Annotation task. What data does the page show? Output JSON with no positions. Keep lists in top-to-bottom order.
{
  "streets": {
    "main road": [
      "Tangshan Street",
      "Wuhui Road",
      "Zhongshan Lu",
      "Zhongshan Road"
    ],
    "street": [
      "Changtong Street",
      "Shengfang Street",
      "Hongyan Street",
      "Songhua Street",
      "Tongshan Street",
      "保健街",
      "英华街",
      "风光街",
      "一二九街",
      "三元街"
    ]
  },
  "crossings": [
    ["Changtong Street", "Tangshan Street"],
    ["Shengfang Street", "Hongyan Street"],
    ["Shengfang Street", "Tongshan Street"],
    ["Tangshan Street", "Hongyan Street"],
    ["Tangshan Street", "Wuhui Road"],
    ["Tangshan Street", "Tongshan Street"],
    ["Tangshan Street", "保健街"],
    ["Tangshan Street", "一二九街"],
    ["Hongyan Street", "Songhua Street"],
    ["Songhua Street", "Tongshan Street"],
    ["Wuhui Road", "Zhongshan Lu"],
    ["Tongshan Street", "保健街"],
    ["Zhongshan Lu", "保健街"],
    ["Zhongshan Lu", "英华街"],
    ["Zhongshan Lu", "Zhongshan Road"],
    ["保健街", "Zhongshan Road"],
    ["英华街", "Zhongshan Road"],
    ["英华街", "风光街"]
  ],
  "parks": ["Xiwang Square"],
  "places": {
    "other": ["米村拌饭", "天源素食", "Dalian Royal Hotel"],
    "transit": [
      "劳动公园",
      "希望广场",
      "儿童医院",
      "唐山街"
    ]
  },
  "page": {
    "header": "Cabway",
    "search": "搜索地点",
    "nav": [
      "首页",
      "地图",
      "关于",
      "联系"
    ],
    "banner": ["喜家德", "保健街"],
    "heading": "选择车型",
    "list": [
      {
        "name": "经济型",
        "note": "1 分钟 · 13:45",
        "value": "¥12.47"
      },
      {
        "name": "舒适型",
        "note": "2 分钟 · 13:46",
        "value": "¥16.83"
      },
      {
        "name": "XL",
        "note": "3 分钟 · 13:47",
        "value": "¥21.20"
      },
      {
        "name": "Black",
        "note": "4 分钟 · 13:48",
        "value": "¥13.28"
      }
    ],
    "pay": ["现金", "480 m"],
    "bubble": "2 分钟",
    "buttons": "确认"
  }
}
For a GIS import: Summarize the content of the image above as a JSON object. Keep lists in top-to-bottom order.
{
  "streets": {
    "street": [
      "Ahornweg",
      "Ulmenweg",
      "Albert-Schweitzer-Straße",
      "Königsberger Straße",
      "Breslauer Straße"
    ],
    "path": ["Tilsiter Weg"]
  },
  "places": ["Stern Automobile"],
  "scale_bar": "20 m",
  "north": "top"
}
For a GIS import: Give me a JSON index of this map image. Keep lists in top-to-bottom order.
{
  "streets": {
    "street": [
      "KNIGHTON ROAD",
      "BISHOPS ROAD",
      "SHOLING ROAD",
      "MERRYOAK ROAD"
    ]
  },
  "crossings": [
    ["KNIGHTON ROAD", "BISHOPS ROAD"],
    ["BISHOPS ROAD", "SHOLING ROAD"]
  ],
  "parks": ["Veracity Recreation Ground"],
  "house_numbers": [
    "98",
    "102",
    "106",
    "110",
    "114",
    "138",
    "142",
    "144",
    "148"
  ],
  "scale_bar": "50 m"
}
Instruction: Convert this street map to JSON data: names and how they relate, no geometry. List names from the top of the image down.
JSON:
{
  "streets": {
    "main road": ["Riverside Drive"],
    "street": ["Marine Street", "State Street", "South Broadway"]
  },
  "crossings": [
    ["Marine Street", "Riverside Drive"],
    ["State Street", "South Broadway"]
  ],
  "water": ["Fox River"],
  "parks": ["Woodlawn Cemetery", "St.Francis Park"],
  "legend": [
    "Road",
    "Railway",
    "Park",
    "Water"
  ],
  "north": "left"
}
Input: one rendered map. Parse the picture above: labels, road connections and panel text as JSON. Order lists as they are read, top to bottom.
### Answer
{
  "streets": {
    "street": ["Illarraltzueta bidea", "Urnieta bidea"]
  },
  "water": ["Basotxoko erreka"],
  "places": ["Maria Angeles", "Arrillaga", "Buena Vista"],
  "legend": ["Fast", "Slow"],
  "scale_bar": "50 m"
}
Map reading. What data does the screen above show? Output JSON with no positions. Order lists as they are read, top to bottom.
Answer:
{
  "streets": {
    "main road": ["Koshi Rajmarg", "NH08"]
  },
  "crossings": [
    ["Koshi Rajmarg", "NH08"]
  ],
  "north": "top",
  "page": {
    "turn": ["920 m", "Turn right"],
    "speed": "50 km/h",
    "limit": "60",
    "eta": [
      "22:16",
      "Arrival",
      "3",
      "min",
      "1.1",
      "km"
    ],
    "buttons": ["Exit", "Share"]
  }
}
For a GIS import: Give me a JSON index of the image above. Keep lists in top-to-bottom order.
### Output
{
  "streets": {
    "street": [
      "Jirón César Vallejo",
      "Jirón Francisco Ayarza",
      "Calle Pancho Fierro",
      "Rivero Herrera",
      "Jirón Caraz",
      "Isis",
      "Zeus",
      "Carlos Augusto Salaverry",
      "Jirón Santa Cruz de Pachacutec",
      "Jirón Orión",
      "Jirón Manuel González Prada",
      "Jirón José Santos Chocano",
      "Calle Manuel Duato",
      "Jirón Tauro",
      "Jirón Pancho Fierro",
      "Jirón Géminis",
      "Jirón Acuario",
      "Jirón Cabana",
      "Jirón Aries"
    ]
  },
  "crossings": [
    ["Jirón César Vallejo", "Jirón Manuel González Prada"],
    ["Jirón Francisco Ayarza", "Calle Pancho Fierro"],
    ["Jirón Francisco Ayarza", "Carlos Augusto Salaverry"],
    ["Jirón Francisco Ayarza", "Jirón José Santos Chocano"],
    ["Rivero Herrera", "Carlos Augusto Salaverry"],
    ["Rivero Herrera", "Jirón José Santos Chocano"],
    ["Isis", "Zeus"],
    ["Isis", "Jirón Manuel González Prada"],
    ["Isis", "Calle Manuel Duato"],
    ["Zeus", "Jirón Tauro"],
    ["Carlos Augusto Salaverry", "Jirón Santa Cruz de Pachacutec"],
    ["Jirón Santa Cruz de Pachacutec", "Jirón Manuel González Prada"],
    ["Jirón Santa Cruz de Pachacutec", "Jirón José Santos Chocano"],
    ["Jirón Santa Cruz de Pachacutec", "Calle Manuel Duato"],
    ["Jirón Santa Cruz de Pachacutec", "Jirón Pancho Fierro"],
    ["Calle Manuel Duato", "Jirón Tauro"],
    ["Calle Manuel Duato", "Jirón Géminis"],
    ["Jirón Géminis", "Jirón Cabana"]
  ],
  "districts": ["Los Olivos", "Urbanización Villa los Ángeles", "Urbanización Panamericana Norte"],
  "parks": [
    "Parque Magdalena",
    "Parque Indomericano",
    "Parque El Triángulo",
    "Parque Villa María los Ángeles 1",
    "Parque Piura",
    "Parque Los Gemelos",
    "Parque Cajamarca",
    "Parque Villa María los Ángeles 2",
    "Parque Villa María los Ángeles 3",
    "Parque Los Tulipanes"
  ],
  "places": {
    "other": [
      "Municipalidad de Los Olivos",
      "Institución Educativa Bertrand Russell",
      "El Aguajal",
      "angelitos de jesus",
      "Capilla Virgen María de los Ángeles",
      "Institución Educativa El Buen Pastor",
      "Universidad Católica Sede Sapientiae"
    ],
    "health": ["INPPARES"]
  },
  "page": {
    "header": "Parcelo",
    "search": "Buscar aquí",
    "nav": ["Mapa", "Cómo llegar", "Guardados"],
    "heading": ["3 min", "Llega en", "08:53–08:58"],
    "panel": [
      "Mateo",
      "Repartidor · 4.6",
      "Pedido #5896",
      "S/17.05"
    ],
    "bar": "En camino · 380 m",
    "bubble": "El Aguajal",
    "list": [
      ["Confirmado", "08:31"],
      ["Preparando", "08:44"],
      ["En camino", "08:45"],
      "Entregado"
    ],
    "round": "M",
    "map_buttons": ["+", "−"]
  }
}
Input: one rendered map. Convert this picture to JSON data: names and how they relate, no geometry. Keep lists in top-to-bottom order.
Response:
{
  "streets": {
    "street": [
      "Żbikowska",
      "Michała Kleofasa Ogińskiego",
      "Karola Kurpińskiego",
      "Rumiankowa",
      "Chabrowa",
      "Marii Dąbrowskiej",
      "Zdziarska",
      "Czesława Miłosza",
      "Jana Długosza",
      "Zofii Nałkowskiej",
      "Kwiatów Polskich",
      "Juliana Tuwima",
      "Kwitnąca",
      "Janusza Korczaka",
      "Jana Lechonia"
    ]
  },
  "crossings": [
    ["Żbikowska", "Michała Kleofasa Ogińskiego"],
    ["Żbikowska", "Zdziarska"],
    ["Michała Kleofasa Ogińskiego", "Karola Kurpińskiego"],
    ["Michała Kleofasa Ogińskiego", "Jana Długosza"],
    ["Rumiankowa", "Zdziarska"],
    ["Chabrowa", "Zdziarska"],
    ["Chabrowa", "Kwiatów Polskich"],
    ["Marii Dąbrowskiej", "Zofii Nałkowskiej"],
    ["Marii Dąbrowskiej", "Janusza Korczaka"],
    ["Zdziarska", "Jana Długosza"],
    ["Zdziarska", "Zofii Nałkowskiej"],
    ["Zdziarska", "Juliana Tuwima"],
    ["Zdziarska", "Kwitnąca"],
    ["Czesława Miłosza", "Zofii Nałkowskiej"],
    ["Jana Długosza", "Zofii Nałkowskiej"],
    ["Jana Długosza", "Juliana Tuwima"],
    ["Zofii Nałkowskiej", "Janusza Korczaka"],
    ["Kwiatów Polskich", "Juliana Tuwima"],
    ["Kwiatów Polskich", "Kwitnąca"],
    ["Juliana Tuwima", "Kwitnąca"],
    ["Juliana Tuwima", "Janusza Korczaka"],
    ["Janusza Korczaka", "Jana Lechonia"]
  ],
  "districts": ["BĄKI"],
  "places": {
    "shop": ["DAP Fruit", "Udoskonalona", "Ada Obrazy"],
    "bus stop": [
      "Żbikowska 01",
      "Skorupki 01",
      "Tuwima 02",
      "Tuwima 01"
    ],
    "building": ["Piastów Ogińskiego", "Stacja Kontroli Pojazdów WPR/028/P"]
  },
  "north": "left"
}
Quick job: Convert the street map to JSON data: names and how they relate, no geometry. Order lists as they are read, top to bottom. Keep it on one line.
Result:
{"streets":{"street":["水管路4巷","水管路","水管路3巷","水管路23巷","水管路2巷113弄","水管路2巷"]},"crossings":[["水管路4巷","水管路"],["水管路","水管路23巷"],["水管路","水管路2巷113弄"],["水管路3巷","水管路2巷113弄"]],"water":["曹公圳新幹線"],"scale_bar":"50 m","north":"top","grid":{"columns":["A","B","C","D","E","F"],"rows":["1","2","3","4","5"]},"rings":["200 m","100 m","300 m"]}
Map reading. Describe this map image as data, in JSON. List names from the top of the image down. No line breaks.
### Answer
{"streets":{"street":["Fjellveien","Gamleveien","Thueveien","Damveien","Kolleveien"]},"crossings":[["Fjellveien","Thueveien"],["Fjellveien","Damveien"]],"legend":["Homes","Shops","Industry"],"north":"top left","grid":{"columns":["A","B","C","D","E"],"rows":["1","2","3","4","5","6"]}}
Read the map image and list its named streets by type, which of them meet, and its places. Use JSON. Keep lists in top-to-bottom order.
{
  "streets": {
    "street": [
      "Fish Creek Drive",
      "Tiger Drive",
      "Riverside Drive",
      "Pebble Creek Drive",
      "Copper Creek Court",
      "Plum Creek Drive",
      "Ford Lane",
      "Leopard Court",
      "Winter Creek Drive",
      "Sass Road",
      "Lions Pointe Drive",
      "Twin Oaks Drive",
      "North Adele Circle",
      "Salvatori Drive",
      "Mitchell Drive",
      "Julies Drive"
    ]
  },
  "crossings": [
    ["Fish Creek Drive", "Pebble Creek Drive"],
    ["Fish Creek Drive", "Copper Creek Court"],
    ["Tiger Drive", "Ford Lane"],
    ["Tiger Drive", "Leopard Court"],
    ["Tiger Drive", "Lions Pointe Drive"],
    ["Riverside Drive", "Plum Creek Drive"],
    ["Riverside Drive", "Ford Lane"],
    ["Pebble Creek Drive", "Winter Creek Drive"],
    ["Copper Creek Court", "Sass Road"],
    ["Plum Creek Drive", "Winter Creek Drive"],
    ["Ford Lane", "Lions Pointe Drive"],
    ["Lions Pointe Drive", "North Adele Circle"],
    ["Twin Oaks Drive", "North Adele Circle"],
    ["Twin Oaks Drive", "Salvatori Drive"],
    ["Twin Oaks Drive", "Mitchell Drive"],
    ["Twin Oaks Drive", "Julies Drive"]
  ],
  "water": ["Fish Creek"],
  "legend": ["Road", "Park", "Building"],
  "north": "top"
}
◆ ◆ ◆ ◆ ◆ ◆ ◆
What to produce: Find the word "BISHOPS" in the data and copy out each line where it turns up.

Task result:
      "BISHOPS ROAD",
    ["KNIGHTON ROAD", "BISHOPS ROAD"],
    ["BISHOPS ROAD", "SHOLING ROAD"]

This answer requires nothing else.